BANKRUPT businessman Sean Quinn is set to spend Christmas in prison after a High Court judge ruled his contempt of court orders was so serious she must jail him.
Ms Justice Elizabeth Dunne said she could not ignore the extent and degree of contempt by Mr Quinn and, taking all various matters into account, including mitigating factors such as his health problems, age, previous good character, charitable donations and that there had been "a degree" of co-operation by him, she would impose a nine week jail term.
In a separate case today involving other members of the Quinn family, another judge was also told IBRC has involved a specialist firm in Russia and the Ukraine in a bid to recover Quinn family assets in those countries.
In her ruling on the case against Mr Quinn senior, Ms Justice Dunne said while he (Quinn) had spoken about how the court proceedings had negatively consumed his life and that of his family, "he has only himself to blame."
Ms Justice Dunne delivered her decision just after 11am but the issue of whether a stay on that term pending appeal would apply was adjourned until at the request of Mr Quinn's lawyers who later told the court he did not want to appeal and would begin serving his sentence.
He was doing so in recognition of the recent Supreme Court decision dismissing his son Sean junior's appeal against being jailed, his lawyer Eugen Grant QC said. There were issues common to the appeals, he said.
Mr Grant also said Mr Quinn is a 66-year-old grandfather with a number of grandchildren and was anxious to attend a grandchild's christening on December 22 next. As he was not eligible for remission due to this being a sentence for contempt, counsel asked that the court agree to release him for that event.
Mr Murphy said compassionate release was a matter for the prison authorities to decide and the judge agreed.
Having reviewed matters since her decision last June finding Mr Quinn in contempt of court orders of June and July 2011 restraining asset stripping from the family's international property group (IPG) so as to put them beyond the bank's reach, Ms Justice Dunne said today she regarded Mr Quinn's contempt as so serious she could only conclude it mandated a term of imprisonment.

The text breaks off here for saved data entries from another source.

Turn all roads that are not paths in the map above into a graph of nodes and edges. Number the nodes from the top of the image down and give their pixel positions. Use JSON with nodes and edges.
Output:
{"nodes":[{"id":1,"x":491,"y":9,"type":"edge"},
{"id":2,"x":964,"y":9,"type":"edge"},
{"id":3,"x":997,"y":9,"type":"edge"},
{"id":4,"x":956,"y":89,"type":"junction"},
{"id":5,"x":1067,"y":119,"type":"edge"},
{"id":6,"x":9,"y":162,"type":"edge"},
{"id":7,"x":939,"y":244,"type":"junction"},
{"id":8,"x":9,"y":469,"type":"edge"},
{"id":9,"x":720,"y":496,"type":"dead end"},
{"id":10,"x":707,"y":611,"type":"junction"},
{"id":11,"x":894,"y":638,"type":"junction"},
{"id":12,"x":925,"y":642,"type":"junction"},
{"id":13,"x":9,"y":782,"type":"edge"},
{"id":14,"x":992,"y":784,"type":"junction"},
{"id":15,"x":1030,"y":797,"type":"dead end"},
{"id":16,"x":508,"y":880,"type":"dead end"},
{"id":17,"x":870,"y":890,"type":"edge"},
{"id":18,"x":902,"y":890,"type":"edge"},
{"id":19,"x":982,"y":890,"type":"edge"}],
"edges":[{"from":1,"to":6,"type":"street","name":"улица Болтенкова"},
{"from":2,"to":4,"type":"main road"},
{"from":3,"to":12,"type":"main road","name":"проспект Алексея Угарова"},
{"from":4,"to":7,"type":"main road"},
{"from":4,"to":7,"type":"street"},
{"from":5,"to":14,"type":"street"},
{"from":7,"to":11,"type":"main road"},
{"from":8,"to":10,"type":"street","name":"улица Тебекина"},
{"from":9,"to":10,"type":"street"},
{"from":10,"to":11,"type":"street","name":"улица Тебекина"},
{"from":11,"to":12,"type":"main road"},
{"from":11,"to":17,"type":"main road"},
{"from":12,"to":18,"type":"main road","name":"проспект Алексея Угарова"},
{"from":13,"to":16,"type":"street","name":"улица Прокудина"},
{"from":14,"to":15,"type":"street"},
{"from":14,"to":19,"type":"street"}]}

This case was about protecting assets which could be ultimately available to satisfy any judgment obtained by the bank against the Quinns, she said. IBRC, formerly Anglo Irish Bank, claimed it was owed €2.8bn by the Quinns and, while there was a serious dispute about that which she did not have to decide now, it was accepted €455m was owed by the Quinns to the bank.
In the separate case involving other members of the Quinn family, IBRC told the court a joint venture arrangement (JVA) between the bank and assets recovery specialist in Russia and Ukraine is urgent and necessary if there is to be any hope of recovering any assets from Quinn IPG.

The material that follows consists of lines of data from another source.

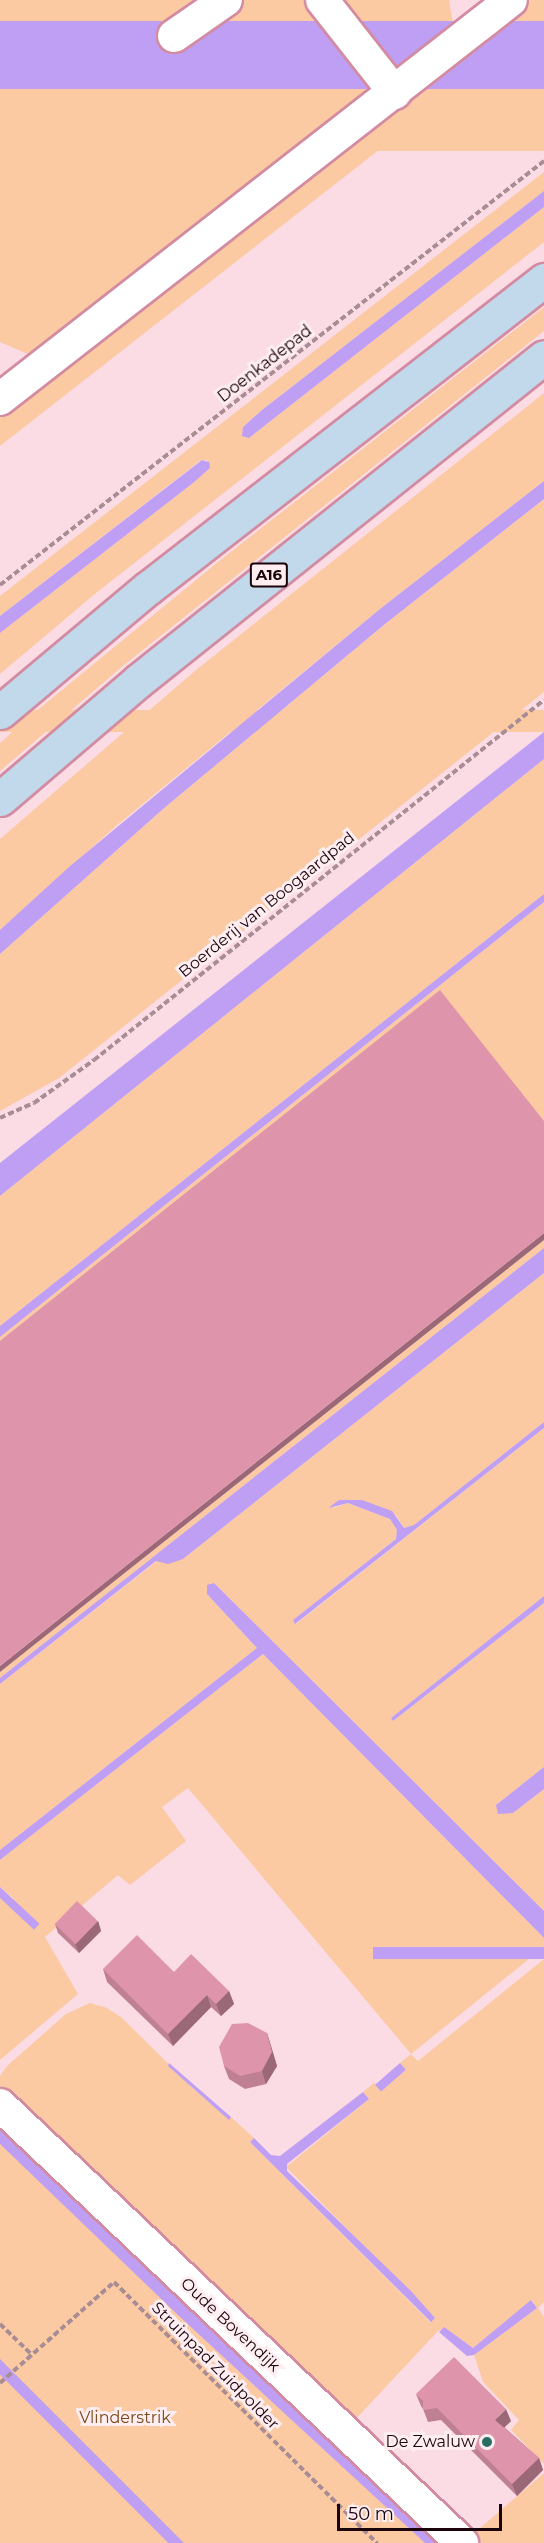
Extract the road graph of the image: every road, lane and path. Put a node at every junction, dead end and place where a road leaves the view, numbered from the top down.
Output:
1 (226, 0) edge
2 (322, 0) edge
3 (511, 0) edge
4 (174, 36) dead end
5 (394, 93) junction
6 (544, 161) edge
7 (544, 280) edge
8 (544, 357) edge
9 (0, 399) edge
10 (0, 585) edge
11 (544, 700) edge
12 (0, 712) edge
13 (0, 799) edge
14 (0, 1118) edge
15 (0, 2105) edge
16 (0, 2324) edge
17 (30, 2353) junction
18 (0, 2383) edge
19 (377, 2543) edge
20 (462, 2543) edge

1 - 4 street
2 - 5 street
3 - 5 street
5 - 9 street
6 - 10 path, Doenkadepad
7 - 12 highway
8 - 13 highway, A16
11 - 14 path, Boerderij van Boogaardpad
15 - 20 street, Oude Bovendijk
16 - 17 path
17 - 18 path, Struinpad Zuidpolder
17 - 19 path, Struinpad Zuidpolder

A payment of €31m will initially be made to the firm, called A1, with further substantial payments of tens of millions if they succeed in recovering assets, the court heard. The JVA is intended to be finalised within days as the situation was urgent if any assets are to be recovered, Paul Gallagher SC, for IBRC said.
The bank was entering into the JVA because it found itself in an "impossible position" in seeking to recover assets, he said.
Each time the bank secured some successes in countries such as Russia and Ukraine, the family has moved to reverse those, counsel said.
Niall McPartland, a son in law of Sean Quinn, said the family had no control over the assets and the bank continues to reject their efforts to assist in recovering them.
The proposed JVA would mean an automatic loss of €31m-51m and possibly more via payments to A1 in circumstances where the Quinn family disputed the bank has any legitimate security over the IPG assets, he said.
"Two wrongs don't make a right. We shouldn't have moved the assets when there was a dispute over the debt but the bank is now doing the same thing, he said.
Mr Justice Peter Kelly noted IBRC had secured the approval of the Minister for Finance to enter into the arrangement with A1.
The court had no role to play in this commercial arrangement but the bank was quite properly updating the court about it, the judge added.